Similarly, my VAT case against Uber focuses on a journey I took in a normal Uber taxi. My case would be even easier if I took it in an UberPool.

Anyway. Back to the conference.

‘Why not?’ I thought. And after the conference I booked an Uber, my first since the journey the subject of my High Court claim, and pressed the UberPool button.

I now have an invoice for that UberPool journey. I believe (from the heretical position of “tax expert”) that it should be a VAT invoice. And I will seek to add it to the High Court claim against Uber. And I will seek to claim it back from HMRC in my next VAT Return.

10 thoughts on “Uber: a third front

  1. I’m surprised they haven’t Greyballed you yet…

  2. They did cancel my first Uber Pool and make me wait 9 minutes for the next one…

  3. Mr Maughan I must say I got a bit lost along the way but I think I’ve got the basics,just go for the jugular and the best of luck with the case

  4. Very well done sir 100per cent behind you.

  5. Excellent work. Did anyone else share the Uberpool with you ? Does it matter what Uber actually paid the driver for this trip ? I understand from previous stories that Uber has a stick for drivers who don’t accept Uberpool jobs. The Uberpool driver has no clue how much he is going to be paid with riders in his vehicle. How can that be acting only as an agent ?

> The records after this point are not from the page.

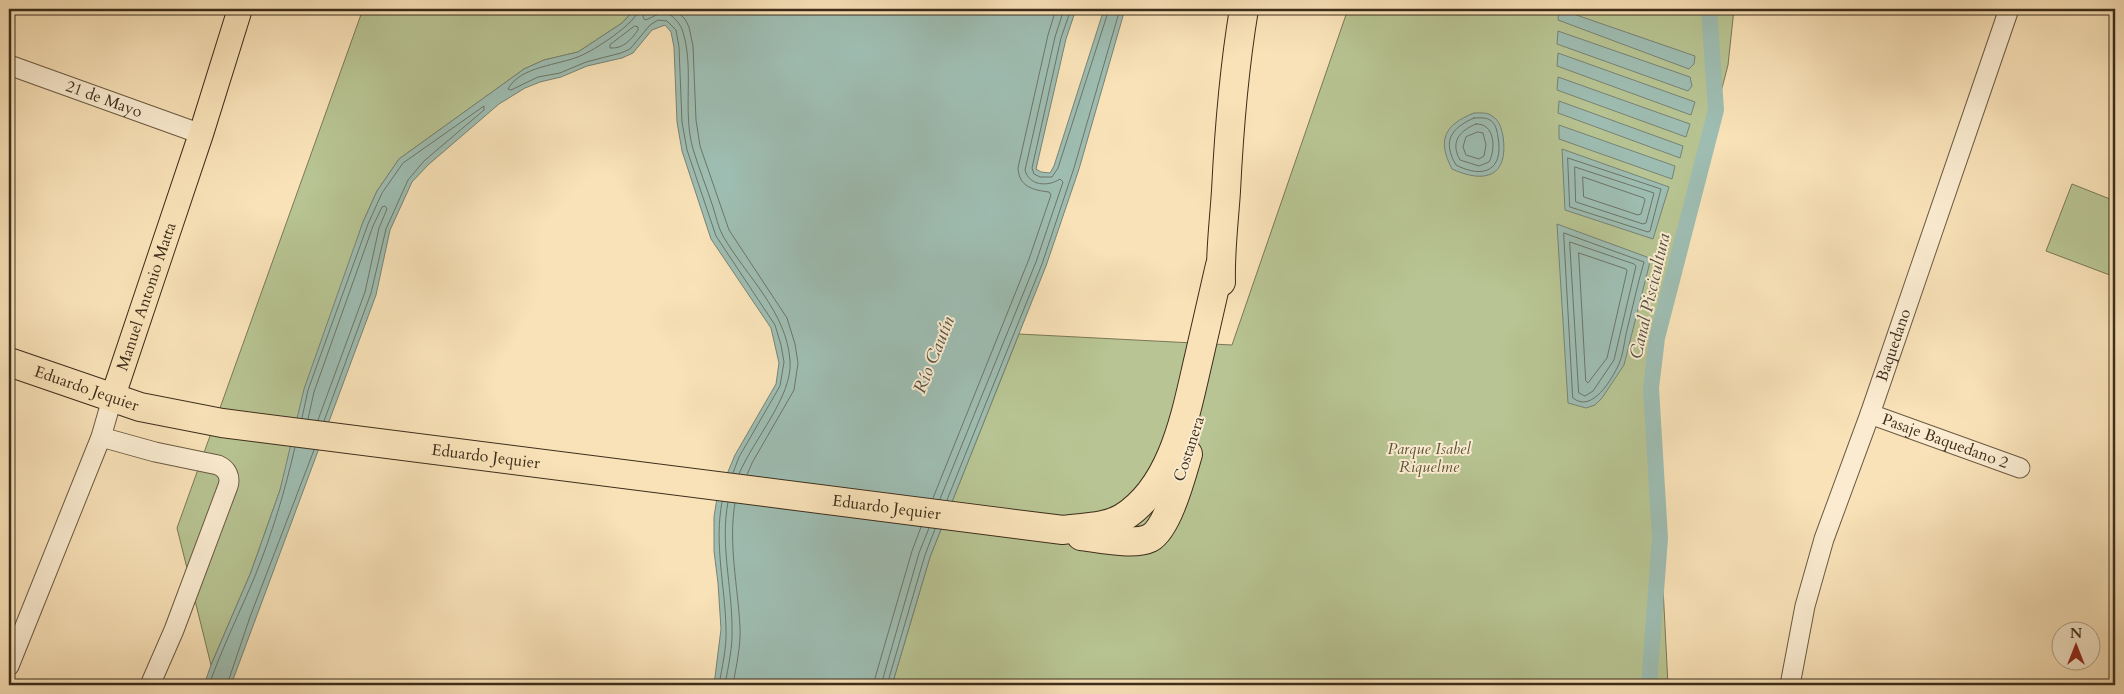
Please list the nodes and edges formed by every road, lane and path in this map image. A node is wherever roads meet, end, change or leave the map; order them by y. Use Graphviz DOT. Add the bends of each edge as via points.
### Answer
graph roads {
  1 [pos="240,9"];
  2 [pos="1244,9"];
  3 [pos="2009,9"];
  4 [pos="9,65"];
  5 [pos="201,134"];
  6 [pos="9,362"];
  7 [pos="112,399"];
  8 [pos="1870,414"];
  9 [pos="101,436"];
  10 [pos="2020,468"];
  11 [pos="969,518"];
  12 [pos="10,658"];
  13 [pos="150,685"];
  14 [pos="1790,685"];
  1 -- 5 [label="main road, Manuel Antonio Matta"];
  2 -- 11 [label="highway, Costanera" via="1232,107 1220,265 1220,336 1203,406 1169,513 1159,531 1149,538 1128,541"];
  3 -- 8 [label="street, Baquedano"];
  4 -- 5 [label="street, 21 de Mayo"];
  5 -- 7 [label="main road, Manuel Antonio Matta"];
  6 -- 7 [label="highway, Eduardo Jequier"];
  7 -- 9 [label="street, Manuel Antonio Matta"];
  7 -- 11 [label="highway, Eduardo Jequier" via="148,409 264,429"];
  8 -- 10 [label="street, Pasaje Baquedano 2"];
  8 -- 14 [label="street, Baquedano" via="1824,539 1798,639"];
  9 -- 12 [label="street, Manuel Antonio Matta"];
  9 -- 13 [label="street" via="155,452 218,465 226,470 229,478 181,612"];
}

  6. Someone else did. I have their contact details should it matter.

  7. Jolyon
    I hope you are listening. I believe you’ve got them and subsequently links both Uber and Uber Pool. Under one banner under one flag and under one VAT number. How can they keep shooting themselves in the feet!!
    Together with Dara K’s Apology ‘To All Londoners’ “we’ve got it wrong along the way.”

  8. Jolyon
    As I was once VAT registered you’ve got
    them. How could they have shot themselves in the feet!!’ (Foot). Just as Dara K has apologised to ‘ALL LONDONERS.’ We’ve got things wrong along the way!!!’ Well I’ve never known a CEO make such a massive gaff in writing on UBER paper and signed by him. Then put it into two newspapers. Apply this admission to your case. I am suing as you know a Small Claim. I think each and every Londoner should receive compensation.

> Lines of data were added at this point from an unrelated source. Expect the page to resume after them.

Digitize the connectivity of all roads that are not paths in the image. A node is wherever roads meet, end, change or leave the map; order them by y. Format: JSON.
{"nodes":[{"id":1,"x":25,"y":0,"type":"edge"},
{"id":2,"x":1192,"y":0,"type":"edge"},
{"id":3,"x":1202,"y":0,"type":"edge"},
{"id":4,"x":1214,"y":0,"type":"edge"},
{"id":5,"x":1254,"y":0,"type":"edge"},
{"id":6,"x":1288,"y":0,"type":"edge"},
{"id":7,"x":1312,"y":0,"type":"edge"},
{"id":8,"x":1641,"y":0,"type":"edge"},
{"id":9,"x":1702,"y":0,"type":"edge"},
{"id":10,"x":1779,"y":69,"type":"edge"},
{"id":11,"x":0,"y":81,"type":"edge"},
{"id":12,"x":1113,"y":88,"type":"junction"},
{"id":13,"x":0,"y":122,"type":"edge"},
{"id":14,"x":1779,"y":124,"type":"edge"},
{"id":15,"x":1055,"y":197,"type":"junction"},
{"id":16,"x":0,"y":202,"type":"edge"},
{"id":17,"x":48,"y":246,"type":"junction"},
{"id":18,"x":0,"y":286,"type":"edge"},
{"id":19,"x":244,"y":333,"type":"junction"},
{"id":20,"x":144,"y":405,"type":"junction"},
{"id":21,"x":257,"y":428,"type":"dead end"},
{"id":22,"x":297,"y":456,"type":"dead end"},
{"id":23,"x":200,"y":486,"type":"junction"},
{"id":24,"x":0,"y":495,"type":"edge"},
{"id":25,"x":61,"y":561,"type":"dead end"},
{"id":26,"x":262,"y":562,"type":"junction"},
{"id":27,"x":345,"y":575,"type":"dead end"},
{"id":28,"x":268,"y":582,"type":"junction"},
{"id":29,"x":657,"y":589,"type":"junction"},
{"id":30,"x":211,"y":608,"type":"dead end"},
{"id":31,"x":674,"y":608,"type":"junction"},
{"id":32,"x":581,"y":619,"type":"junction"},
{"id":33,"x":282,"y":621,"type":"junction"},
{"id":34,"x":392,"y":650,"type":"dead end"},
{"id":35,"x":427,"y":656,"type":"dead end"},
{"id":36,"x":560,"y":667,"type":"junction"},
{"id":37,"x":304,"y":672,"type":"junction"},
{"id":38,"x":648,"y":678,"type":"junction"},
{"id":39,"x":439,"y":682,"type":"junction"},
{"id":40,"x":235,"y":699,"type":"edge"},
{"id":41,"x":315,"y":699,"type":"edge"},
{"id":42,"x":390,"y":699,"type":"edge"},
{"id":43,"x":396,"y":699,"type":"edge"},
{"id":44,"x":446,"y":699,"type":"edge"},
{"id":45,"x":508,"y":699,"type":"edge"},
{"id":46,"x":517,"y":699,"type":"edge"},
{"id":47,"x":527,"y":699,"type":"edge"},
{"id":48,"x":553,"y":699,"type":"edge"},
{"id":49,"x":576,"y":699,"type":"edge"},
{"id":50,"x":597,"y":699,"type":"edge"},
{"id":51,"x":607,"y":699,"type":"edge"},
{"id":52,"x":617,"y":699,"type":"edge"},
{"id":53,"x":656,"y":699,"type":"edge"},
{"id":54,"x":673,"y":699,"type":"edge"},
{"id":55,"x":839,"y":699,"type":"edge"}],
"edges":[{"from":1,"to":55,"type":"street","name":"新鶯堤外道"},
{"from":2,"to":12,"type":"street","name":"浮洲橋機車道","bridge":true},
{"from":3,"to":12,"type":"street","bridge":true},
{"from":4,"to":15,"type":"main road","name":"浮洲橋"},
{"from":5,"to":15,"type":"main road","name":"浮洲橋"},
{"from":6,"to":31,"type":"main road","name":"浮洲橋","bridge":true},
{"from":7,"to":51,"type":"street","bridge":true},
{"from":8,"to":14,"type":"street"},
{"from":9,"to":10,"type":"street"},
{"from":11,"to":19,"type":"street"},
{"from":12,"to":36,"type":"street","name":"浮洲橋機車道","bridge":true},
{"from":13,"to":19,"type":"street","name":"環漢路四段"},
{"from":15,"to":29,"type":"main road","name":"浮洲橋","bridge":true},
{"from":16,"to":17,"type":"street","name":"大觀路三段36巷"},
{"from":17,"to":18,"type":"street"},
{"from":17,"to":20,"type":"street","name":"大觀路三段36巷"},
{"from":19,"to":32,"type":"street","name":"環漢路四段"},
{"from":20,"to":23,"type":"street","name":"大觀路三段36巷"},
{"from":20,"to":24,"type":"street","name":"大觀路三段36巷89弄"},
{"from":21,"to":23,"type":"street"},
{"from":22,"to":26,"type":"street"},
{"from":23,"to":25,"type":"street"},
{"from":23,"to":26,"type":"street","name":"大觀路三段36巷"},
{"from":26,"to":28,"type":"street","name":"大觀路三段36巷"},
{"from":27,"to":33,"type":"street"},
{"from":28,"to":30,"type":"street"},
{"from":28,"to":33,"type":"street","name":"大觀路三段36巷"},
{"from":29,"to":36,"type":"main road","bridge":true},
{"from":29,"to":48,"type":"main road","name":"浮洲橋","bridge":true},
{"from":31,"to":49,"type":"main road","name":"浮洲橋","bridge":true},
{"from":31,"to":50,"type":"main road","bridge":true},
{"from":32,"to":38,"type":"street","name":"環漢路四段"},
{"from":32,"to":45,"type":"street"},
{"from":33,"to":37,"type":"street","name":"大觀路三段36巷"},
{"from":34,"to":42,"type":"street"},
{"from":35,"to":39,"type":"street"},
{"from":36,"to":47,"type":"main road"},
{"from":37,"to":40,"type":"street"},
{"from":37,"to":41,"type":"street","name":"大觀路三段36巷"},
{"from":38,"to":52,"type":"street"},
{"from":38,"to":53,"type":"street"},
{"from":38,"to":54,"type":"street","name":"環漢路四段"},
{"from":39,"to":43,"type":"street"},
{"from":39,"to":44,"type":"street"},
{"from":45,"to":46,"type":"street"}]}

  9. Nice to see someone who knows it all adds up may your court case be successful and this awful third party parasite start feeding its revenue back into the system and infrastructure it uses to earn its money.

  10. VAT is rarely decided in black or white terms. Whatever is counted as revenue is an accounting mechanism and arguably has no impact on the VAT treatment. The fundamental question remains, what is the service Uber provides and to whom?

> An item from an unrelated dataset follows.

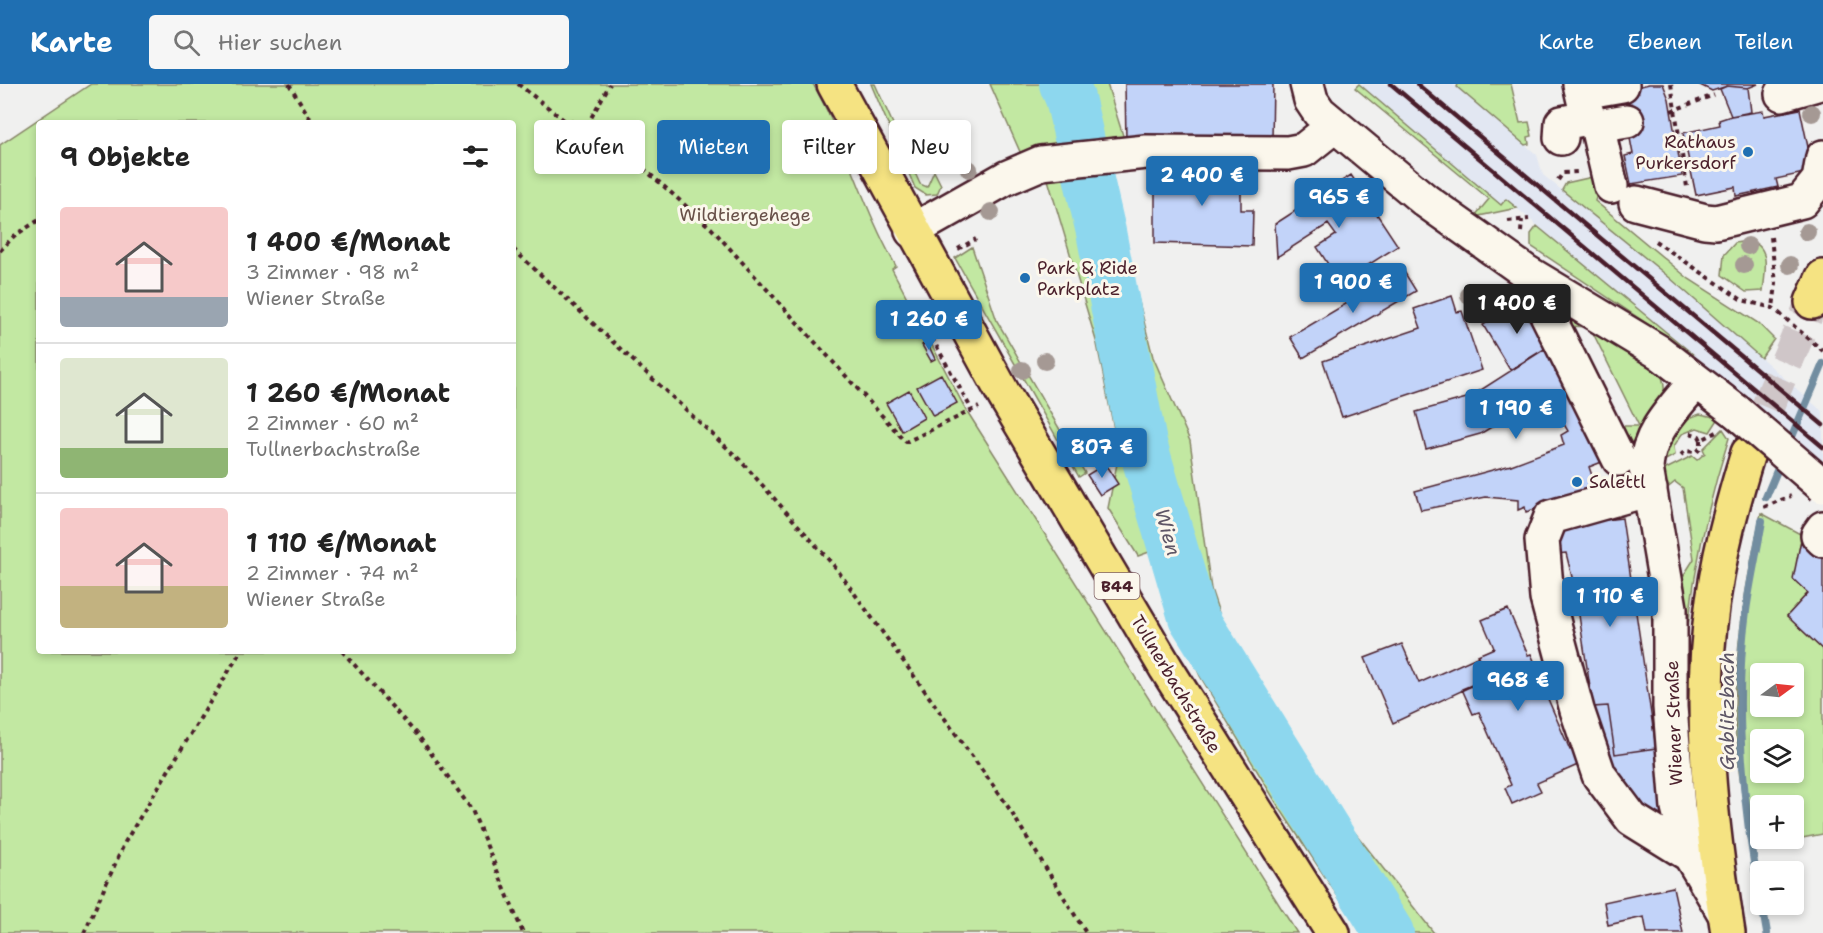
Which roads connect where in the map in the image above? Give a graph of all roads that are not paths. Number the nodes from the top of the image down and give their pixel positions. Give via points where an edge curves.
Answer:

    Uber say they provide a service to the driver and one presumes that this is a B2B service or is taxed locally where they are established. Whatever we think about the morals of their operations, there is a strong case that drivers act independently (and many want it that way) and Uber facilitate this. Fitting in an old VAT system from the 50’s to this is tough.

    One might presume that Uber has taken advice from one of your learned colleagues at the bar and presumably has advice that they have no UK VAT liability. HMRC will do nothing until the employment issue is finalised, and then probably nothing if Uber loses. I remain very sceptical that you can effect a change here, but it’s a great story!

    Will be interested to see if you publish this. Views my own not necessarily my employers.